Mon honorable et cher ancien ami, je suis bien sensible à votre lettre excellente. C’est une joie pour moi de renouer avec vous nos bonnes relations d’autrefois. Vos offres sont les plus splendides qui aient jamais été faites à un écrivain ; je vous donne acte de votre magnificence, mais la raison d’art pour moi passe avant tout, et votre million à partager ne peut lui-même vaincre mon scrupule d’artiste. J’ai la conviction que Les Travailleurs de la Mer ne sauraient se découper en feuilletons.
Ce mode de publication, excellent du reste et que je suis loin de répudier, conviendra peut-être au roman Quatrevingt-treize qui est le livre auquel je travaille maintenant.

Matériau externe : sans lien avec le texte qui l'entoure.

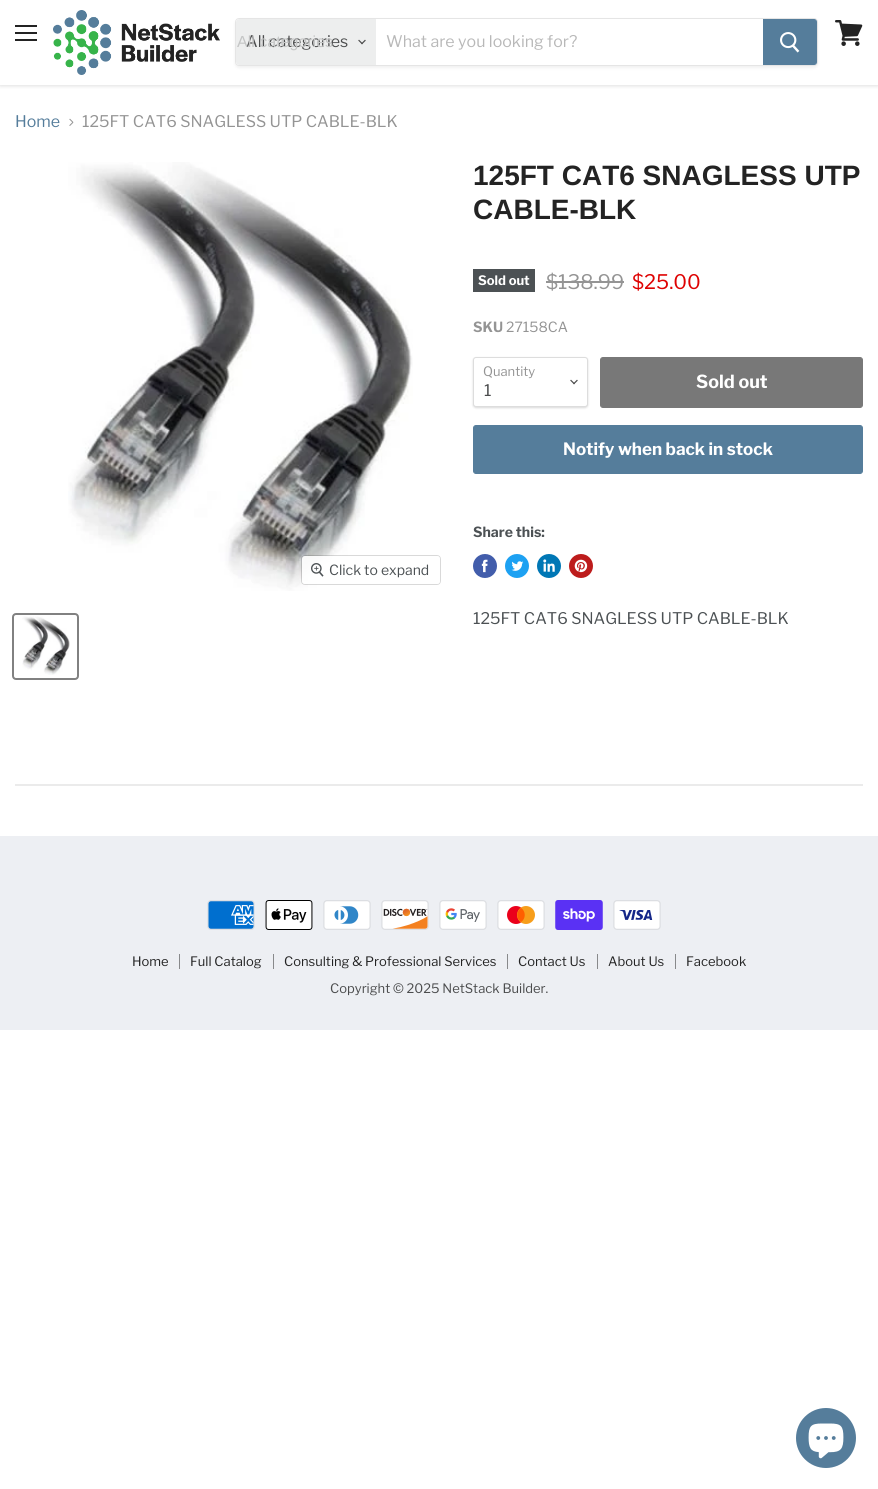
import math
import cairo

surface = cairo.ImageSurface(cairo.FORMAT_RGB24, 878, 1489)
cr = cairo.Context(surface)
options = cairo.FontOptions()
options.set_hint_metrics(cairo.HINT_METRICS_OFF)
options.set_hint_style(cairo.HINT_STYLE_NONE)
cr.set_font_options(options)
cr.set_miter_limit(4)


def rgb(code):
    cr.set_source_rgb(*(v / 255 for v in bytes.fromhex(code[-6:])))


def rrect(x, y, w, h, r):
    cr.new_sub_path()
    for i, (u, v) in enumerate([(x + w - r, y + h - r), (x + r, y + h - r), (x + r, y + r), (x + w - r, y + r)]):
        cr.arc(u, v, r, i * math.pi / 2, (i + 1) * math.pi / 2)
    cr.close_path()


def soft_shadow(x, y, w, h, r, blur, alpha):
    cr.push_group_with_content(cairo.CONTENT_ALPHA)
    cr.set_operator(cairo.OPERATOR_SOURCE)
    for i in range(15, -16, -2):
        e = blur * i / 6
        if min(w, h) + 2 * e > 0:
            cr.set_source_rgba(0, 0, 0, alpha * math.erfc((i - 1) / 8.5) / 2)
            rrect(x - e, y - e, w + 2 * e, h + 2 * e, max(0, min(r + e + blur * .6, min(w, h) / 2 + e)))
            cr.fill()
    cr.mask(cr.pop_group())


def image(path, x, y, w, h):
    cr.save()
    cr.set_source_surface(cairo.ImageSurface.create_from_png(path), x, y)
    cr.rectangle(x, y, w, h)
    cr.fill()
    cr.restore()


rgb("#ffffff")
cr.paint()
cr.save()
cr.rectangle(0, 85, 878, 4)
cr.clip()
rgb("#808080")
soft_shadow(0, 1, 878, 85, 0, 2, 0.25)
cr.restore()
for x, y, w, h, color in [
    (15, 25, 22, 2, "#232323"),
    (15, 32, 22, 2, "#232323"),
    (15, 39, 22, 2, "#232323"),
]:
    rgb(color)
    cr.rectangle(x, y, w, h)
    cr.fill()
image("img/1.png", 835, 20, 28, 26)
image("img/2.png", 53, 10, 167, 65)
cr.save()
cr.set_fill_rule(cairo.FILL_RULE_EVEN_ODD)
cr.new_path()
cr.move_to(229, 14)
cr.line_to(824, 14)
cr.line_to(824, 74)
cr.line_to(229, 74)
cr.close_path()
cr.move_to(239, 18)
cr.line_to(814, 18)
cr.curve_to(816, 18, 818, 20, 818, 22)
cr.line_to(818, 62)
cr.curve_to(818, 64, 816, 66, 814, 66)
cr.line_to(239, 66)
cr.curve_to(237, 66, 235, 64, 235, 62)
cr.line_to(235, 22)
cr.curve_to(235, 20, 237, 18, 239, 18)
cr.close_path()
cr.clip()
rgb("#808080")
soft_shadow(235, 20, 583, 48, 4, 1.5, 0.11)
cr.restore()
rrect(235.5, 18.5, 582, 47, 3.5)
cr.set_source_rgba(0.502, 0.502, 0.502, 0.2)
cr.set_line_width(1)
cr.stroke()
rgb("#edeeee")
cr.new_path()
cr.move_to(239, 19)
cr.line_to(376, 19)
cr.line_to(376, 65)
cr.line_to(239, 65)
cr.curve_to(237.5, 65, 236, 63.5, 236, 62)
cr.line_to(236, 22)
cr.curve_to(236, 20.5, 237.5, 19, 239, 19)
cr.close_path()
cr.fill()
image("img/3.png", 358, 39, 8, 6)
rgb("#557d9b")
cr.new_path()
cr.move_to(763.5, 19.5)
cr.line_to(814, 19.5)
cr.curve_to(815.5, 19.5, 816.5, 20.5, 816.5, 22)
cr.line_to(816.5, 62)
cr.curve_to(816.5, 63.5, 815.5, 64.5, 814, 64.5)
cr.line_to(763.5, 64.5)
cr.close_path()
cr.fill_preserve()
cr.stroke()
image("img/4.png", 780, 32, 20, 21)
image("img/5.png", 69, 118, 5, 8)
image("img/6.png", 68, 162, 345, 429)
rrect(301.5, 555.5, 139, 29, 3.5)
cr.set_source_rgba(0, 0, 0, 0.15)
cr.stroke()
cr.set_source_rgba(1, 1, 1, 0.9)
rrect(302, 556, 138, 28, 3)
cr.fill()
image("img/7.png", 311, 563, 13, 14)
rrect(13, 614, 65, 65, 3)
rgb("#818181")
cr.set_line_width(2)
cr.stroke()
image("img/8.png", 22, 616, 48, 59)
rgb("#4c5154")
cr.rectangle(473, 269, 62, 23)
cr.fill()
rgb("#949494")
cr.rectangle(546, 281, 78, 2)
cr.fill()
rgb("#000000")
soft_shadow(473, 358, 115, 50, 3, 1, 0.15)
rgb("#ffffff")
rrect(473.5, 357.5, 114, 49, 2.5)
cr.fill_preserve()
rgb("#dddddd")
cr.set_line_width(1)
cr.stroke()
image("img/9.png", 570, 379, 8, 6)
rgb("#787878")
rrect(600.5, 357.5, 262, 50, 2.5)
cr.fill_preserve()
cr.stroke()
rgb("#557d9b")
rrect(473.5, 425.5, 389, 48, 2.5)
cr.fill_preserve()
cr.stroke()
rgb("#425dab")
cr.arc(485, 566, 12, 0, 2 * math.pi)
cr.fill()
image("img/10.png", 481, 559, 7, 14)
rgb("#1da1f2")
cr.arc(517, 566, 12, 0, 2 * math.pi)
cr.fill()
image("img/11.png", 511, 561, 13, 10)
rgb("#0077b5")
cr.arc(549, 566, 12, 0, 2 * math.pi)
cr.fill()
image("img/12.png", 543, 559, 12, 13)
rgb("#bd1c1c")
cr.arc(581, 566, 12, 0, 2 * math.pi)
cr.fill()
image("img/13.png", 574, 559, 14, 14)
rgb("#ebebeb")
cr.rectangle(15, 784, 848, 2)
cr.fill()
rgb("#edeff3")
cr.rectangle(0, 836, 878, 194)
cr.fill()
image("img/14.png", 207, 900, 48, 30)
image("img/15.png", 265, 900, 48, 30)
image("img/16.png", 323, 900, 48, 30)
image("img/17.png", 381, 900, 48, 30)
image("img/18.png", 439, 900, 48, 30)
image("img/19.png", 497, 900, 48, 30)
image("img/20.png", 555, 900, 48, 30)
image("img/21.png", 613, 900, 48, 30)
for x, y, w, h, color in [
    (179, 954, 1, 15, "#88898b"),
    (273, 954, 1, 15, "#88898b"),
    (507, 954, 1, 15, "#88898b"),
    (597, 954, 1, 15, "#88898b"),
    (675, 954, 1, 15, "#88898b"),
]:
    rgb(color)
    cr.rectangle(x, y, w, h)
    cr.fill()
rgb("#557d9b")
cr.arc(826, 1438, 30, 0, 2 * math.pi)
cr.fill()
image("img/22.png", 808, 1423, 36, 36)
cr.select_font_face("Libre Franklin")
cr.set_font_size(16)
rgb("#4b4c4d")
cr.move_to(246, 47)
cr.show_text("All categories")
cr.select_font_face("Liberation Sans")
rgb("#c4c5c5")
cr.move_to(237, 47)
cr.show_text("All categories")
cr.select_font_face("Libre Franklin")
rgb("#b8b8b8")
cr.move_to(386, 47)
cr.show_text("What are you looking for?")
rgb("#557d9b")
cr.move_to(15, 127)
cr.show_text("Home")
rgb("#949494")
cr.move_to(82, 127)
cr.show_text("125FT CAT6 SNAGLESS UTP CABLE-BLK")
cr.set_font_size(14)
rgb("#4c5154")
cr.move_to(329, 575)
cr.show_text("Click to expand")
cr.select_font_face("Arimo", cairo.FONT_SLANT_NORMAL, cairo.FONT_WEIGHT_BOLD)
cr.set_font_size(28)
rgb("#232323")
cr.move_to(473, 185)
cr.show_text("125FT CAT6 SNAGLESS UTP")
cr.move_to(473, 219)
cr.show_text("CABLE-BLK")
cr.select_font_face("Libre Franklin", cairo.FONT_SLANT_NORMAL, cairo.FONT_WEIGHT_BOLD)
cr.set_font_size(13)
rgb("#ffffff")
cr.move_to(478, 285)
cr.show_text("Sold out")
cr.select_font_face("Libre Franklin")
cr.set_font_size(20)
rgb("#949494")
cr.move_to(546, 289)
cr.show_text("$138.99")
rgb("#de0101")
cr.move_to(632, 289)
cr.show_text("$25.00")
cr.select_font_face("Libre Franklin", cairo.FONT_SLANT_NORMAL, cairo.FONT_WEIGHT_BOLD)
cr.set_font_size(14)
rgb("#949494")
cr.move_to(473, 332)
cr.show_text("SKU")
cr.select_font_face("Libre Franklin")
cr.move_to(506, 332)
cr.show_text("27158CA")
cr.set_font_size(13)
cr.move_to(483, 376)
cr.show_text("Quantity")
cr.set_font_size(16)
rgb("#4b4c4d")
cr.move_to(484, 396)
cr.show_text("1")
cr.select_font_face("Libre Franklin", cairo.FONT_SLANT_NORMAL, cairo.FONT_WEIGHT_BOLD)
cr.set_font_size(18)
rgb("#ffffff")
cr.move_to(696, 388)
cr.show_text("Sold out")
cr.set_font_size(17)
cr.move_to(563, 455)
cr.show_text("Notify when back in stock")
cr.set_font_size(14)
rgb("#4c5154")
cr.move_to(473, 537)
cr.show_text("Share this:")
cr.select_font_face("Libre Franklin")
cr.set_font_size(16)
cr.move_to(473, 624)
cr.show_text("125FT CAT6 SNAGLESS UTP CABLE-BLK")
cr.set_font_size(13)
rgb("#232323")
for x, y, s in [
    (132, 966, "Home"),
    (190, 966, "Full Catalog"),
    (284, 966, "Consulting & Professional Services"),
    (518, 966, "Contact Us"),
    (608, 966, "About Us"),
    (686, 966, "Facebook"),
]:
    cr.move_to(x, y)
    cr.show_text(s)
rgb("#4b4c4d")
cr.move_to(330, 993)
cr.show_text("Copyright © 2025 NetStack Builder.")
surface.write_to_png("page.png")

Votre lettre et la dépêche télégraphique ne me sont arrivées qu’hier. Notre cher ami commun, M. Paul Meurice, vous expliquera cet isolement de Guernesey. Je suis ici dans une solitude sérieuse.
Mes raisons pour résister à vos offres si superbes et si noblement faites, vous les comprendrez et vous m’en saurez gré. Elles sont toutes puisées dans ma conscience littéraire. C’est elle, quelque regret que j’en puisse avoir, qui me force à baisser pudiquement les yeux devant un demi-million. C’est sous la forme livre que Les Travailleurs de la Mer doivent paraître. Quand ils seront publiés, vous serez certainement de mon avis.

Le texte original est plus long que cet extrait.